Press Secretary Cerge Remonde, quoting Esquivias’ immediate boss at the BIR, Finance Secretary Margarito Teves, said that the Commissioner resigned because of poor health.
Olivar argued that the stress could have taken its toll on Esquivias health and forced him to eventually quit.
“It is certainly a comment on the difficulty of what he’s trying to do,” Olivar said.
Olivar also said that it was understandable for Esquivias to resign based on the principle of command responsibility.
“Nobody can quarrel with that principle that you should take personal accountability for how you perform,” he said.
“But what’s important, the bottomline is that if you fail to do what you are expected to do, this is probably a problem that you have to account for. That is the principle of Commissioner Esquivias and the principle itself is commendable,” he added.

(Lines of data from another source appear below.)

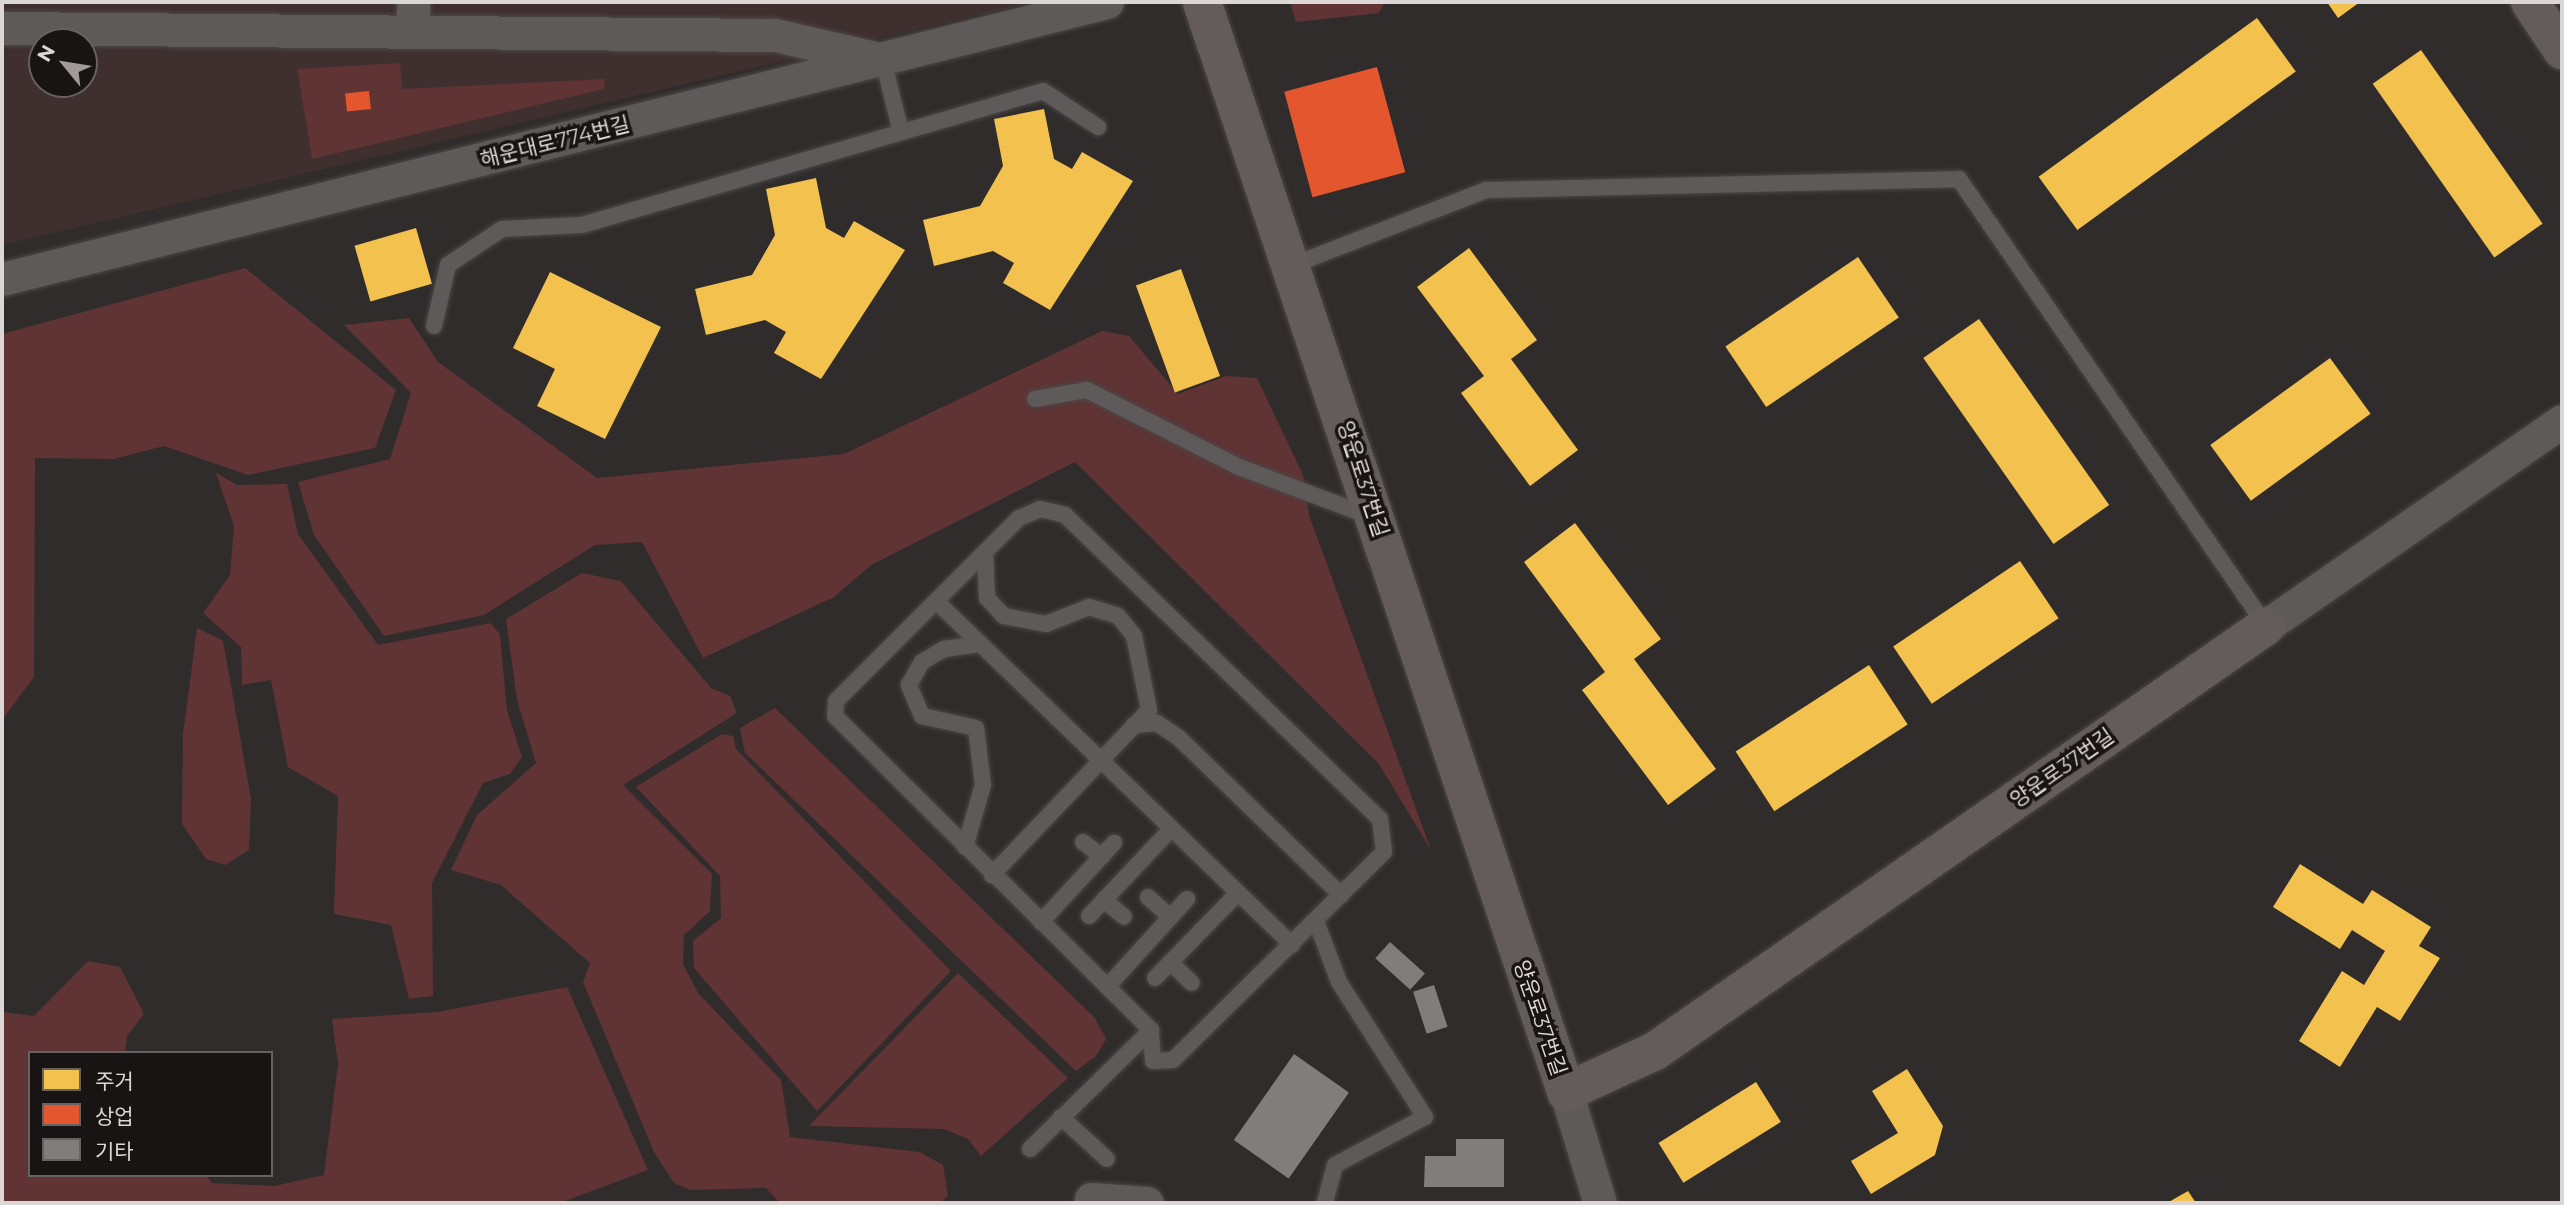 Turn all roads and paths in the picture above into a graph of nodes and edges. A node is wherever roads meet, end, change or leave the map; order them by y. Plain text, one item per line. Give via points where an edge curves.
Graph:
1 (1107, 2) edge
2 (1202, 2) edge
3 (2530, 2) edge
4 (413, 17) edge
5 (2, 27) edge
6 (2562, 50) edge
7 (883, 60) junction
8 (1098, 127) dead end
9 (901, 132) junction
10 (1293, 265) junction
11 (2, 279) edge
12 (434, 326) dead end
13 (1035, 399) dead end
14 (2562, 421) edge
15 (1376, 519) junction
16 (985, 552) junction
17 (936, 601) junction
18 (2266, 626) junction
19 (980, 644) junction
20 (1134, 725) junction
21 (1101, 760) junction
22 (1171, 829) junction
23 (1083, 842) dead end
24 (1114, 843) dead end
25 (965, 847) junction
26 (1102, 858) junction
27 (992, 875) junction
28 (1238, 894) junction
29 (1342, 895) junction
30 (1148, 897) dead end
31 (1187, 899) dead end
32 (1104, 900) junction
33 (1089, 916) dead end
34 (1124, 917) dead end
35 (1170, 917) junction
36 (1316, 921) junction
37 (1041, 922) junction
38 (1292, 945) junction
39 (1170, 962) junction
40 (1155, 978) dead end
41 (1192, 983) dead end
42 (1107, 987) junction
43 (1151, 1030) junction
44 (1566, 1092) junction
45 (1061, 1116) junction
46 (1030, 1149) dead end
47 (1107, 1159) dead end
48 (1091, 1199) dead end
49 (1147, 1203) edge
50 (1325, 1203) edge
51 (1600, 1203) edge

1 - 7 street, 해운대로774번길
2 - 10 street, 양운로37번길
3 - 6 street
4 - 5 street
4 - 7 street via 775,35
7 - 9 lane
7 - 11 street, 해운대로774번길
8 - 9 lane via 1043,91
9 - 12 lane via 582,225 502,229 447,265
10 - 15 street, 양운로37번길
10 - 18 lane via 1486,190 1959,179
13 - 15 lane via 1087,390 1239,467
14 - 18 street, 양운로37번길
15 - 44 street, 양운로37번길
16 - 17 lane
16 - 20 lane via 987,598 1004,616 1046,624 1089,607 1118,616 1134,636 1149,710
16 - 29 lane via 1019,518 1040,509 1065,514 1381,819 1384,852
17 - 19 lane
17 - 25 lane via 836,701 835,716
18 - 44 street, 양운로37번길 via 1655,1051
19 - 21 lane
19 - 25 lane via 944,649 922,662 909,685 922,716 976,728 983,785
20 - 21 lane
20 - 29 lane via 1157,723 1179,738
21 - 22 lane
21 - 27 lane
22 - 28 lane
22 - 32 lane
23 - 26 lane
24 - 26 lane
25 - 27 lane
26 - 37 lane
27 - 37 lane
28 - 38 lane
28 - 39 lane
29 - 36 lane
30 - 35 lane
31 - 35 lane
32 - 33 lane
32 - 34 lane
35 - 42 lane
36 - 38 lane
36 - 50 lane via 1339,982 1425,1117 1335,1165
37 - 42 lane
38 - 43 lane via 1173,1060 1153,1061
39 - 40 lane
39 - 41 lane
42 - 43 lane
43 - 45 lane
44 - 51 street
45 - 46 lane
45 - 47 lane
48 - 49 street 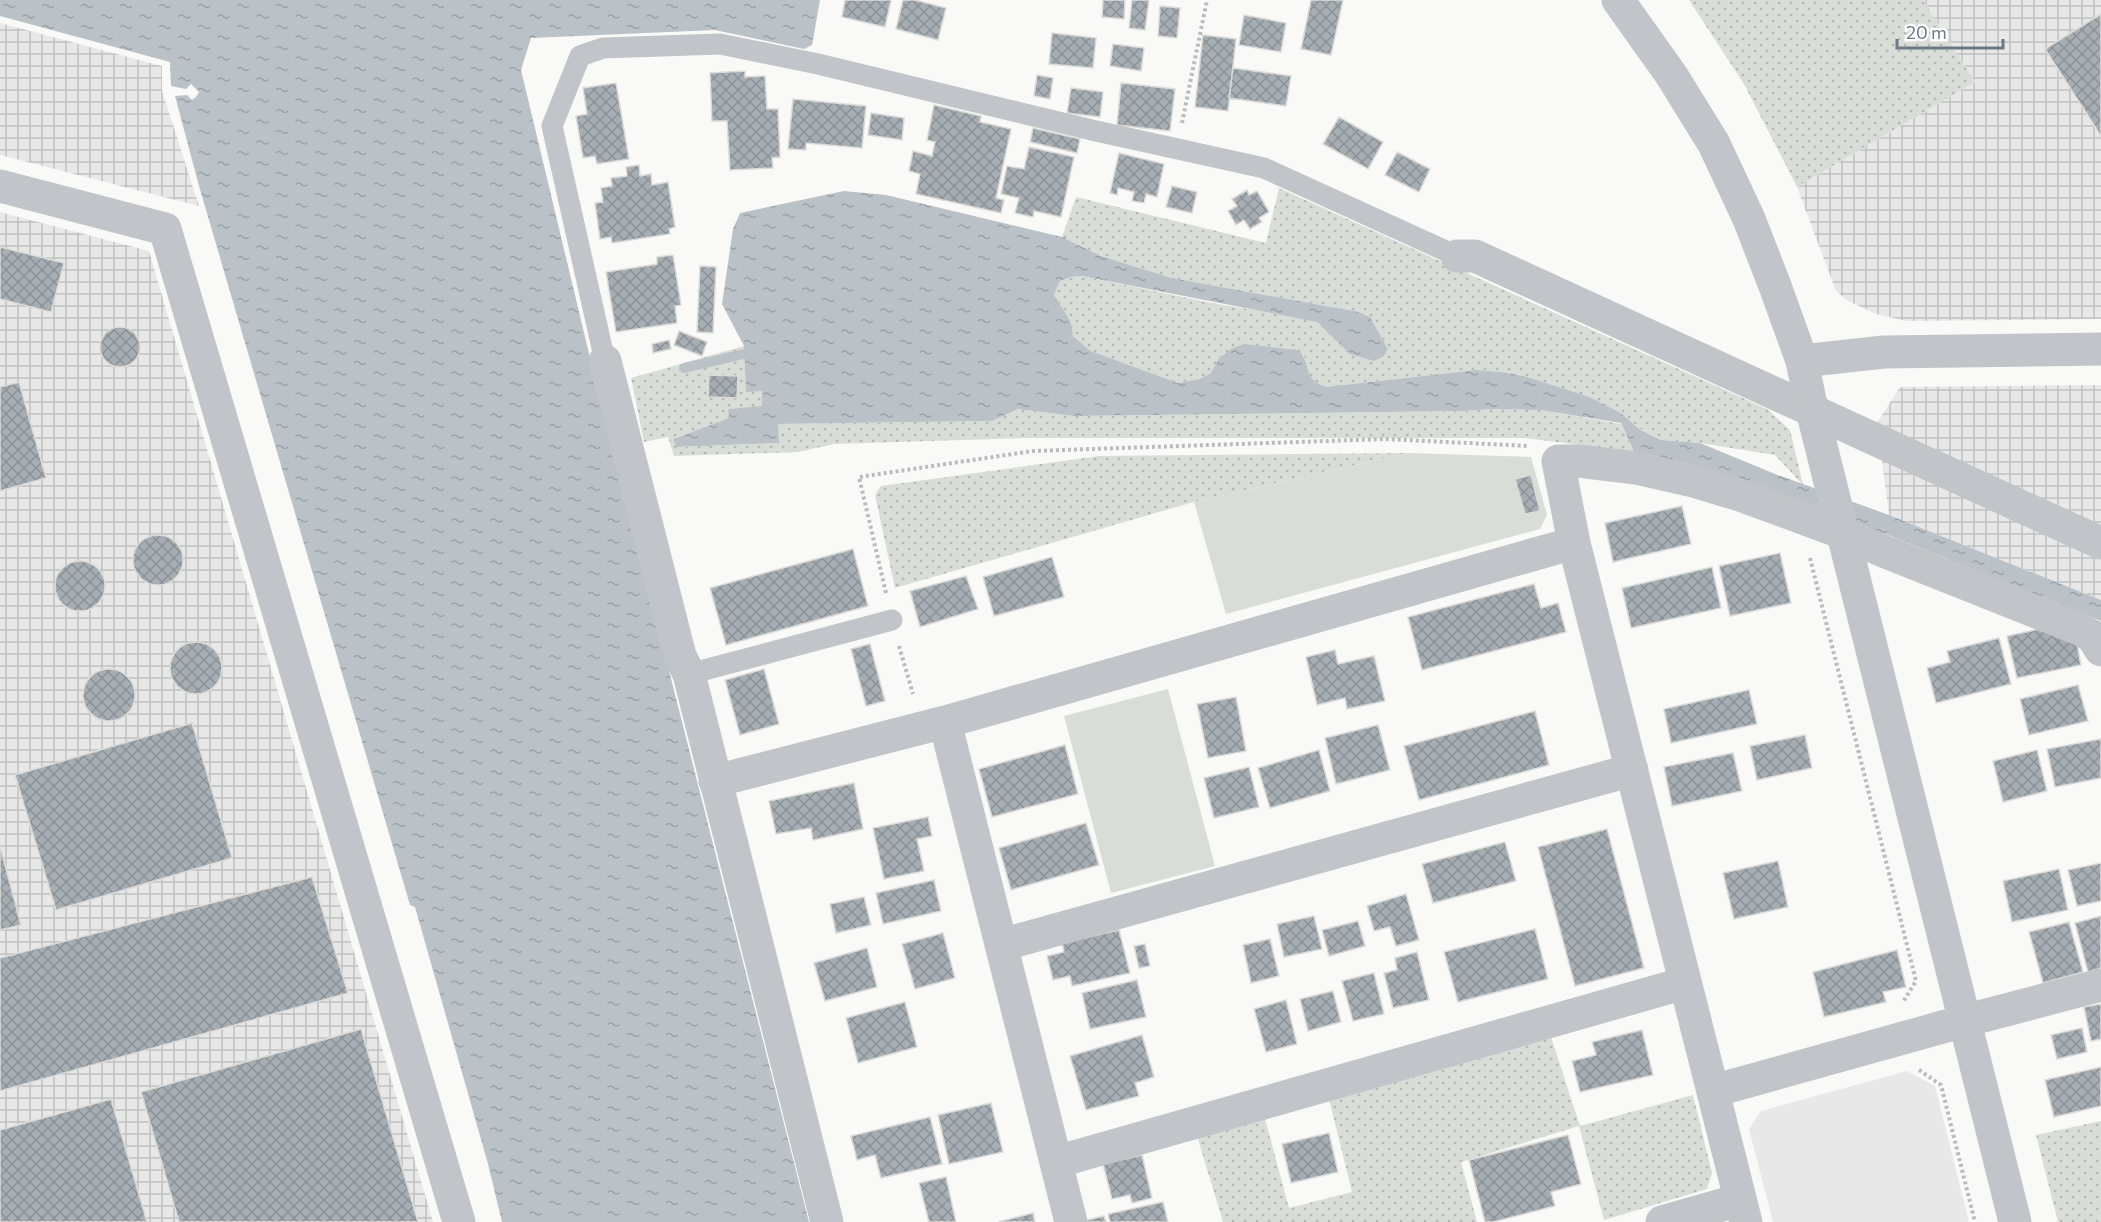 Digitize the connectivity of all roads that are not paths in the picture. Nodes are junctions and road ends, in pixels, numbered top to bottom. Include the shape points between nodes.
1 (1618, 0) edge
2 (0, 186) edge
3 (1457, 256) joint
4 (2101, 349) edge
5 (605, 360) joint
6 (1802, 361) junction
7 (1812, 410) junction
8 (1842, 532) junction
9 (1574, 543) junction
10 (2101, 543) edge
11 (892, 620) road end
12 (2101, 650) edge
13 (689, 674) junction
14 (945, 722) junction
15 (1632, 770) junction
16 (715, 781) junction
17 (1001, 945) junction
18 (1685, 983) junction
19 (2101, 985) edge
20 (1964, 1020) junction
21 (1713, 1091) junction
22 (1056, 1162) junction
23 (1743, 1211) edge
24 (459, 1222) edge
25 (827, 1222) edge
26 (1071, 1222) edge
27 (1662, 1222) edge
28 (2015, 1222) edge

1 - 6 street via 1714,144 1749,219
2 - 24 street via 165,229
3 - 5 lane via 1264,168 720,44 603,48 580,56 552,126
3 - 7 street via 1475,256
4 - 6 street via 1884,352
5 - 13 street via 680,656
6 - 7 street
7 - 8 street
7 - 10 street
8 - 9 street via 1659,473 1558,461
8 - 12 street via 2079,629 2092,636
8 - 20 street
9 - 14 street
9 - 15 street
11 - 13 lane
13 - 16 street
14 - 16 street
14 - 17 street
15 - 17 street
15 - 18 street
16 - 25 street
17 - 22 street
18 - 21 street
18 - 22 street
19 - 20 street
20 - 21 street
20 - 28 street
21 - 23 street
22 - 26 street
23 - 27 street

In a statement, Teves expressed his gratitude to Esquivias for his “dedicated and earnest service to the government and to the country.”
Teves said that with “due deference to the appointing authority” Esquivias was “giving way to other individuals who would hopefully lead (the BIR) to achieve even better results.”
‘Reasonable’ thing to do
Former budget secretary Benjamin Diokno said Esquivias’ decision to quit was the “most reasonable thing to do” even as he urged President Arroyo to replace him with “somebody who understands the system.”
“It’s good that there are still people like him in the government… I think he will soon be fired as penalty for not meeting the target,” Diokno told reporters after attending a media forum in Intramuros, Manila.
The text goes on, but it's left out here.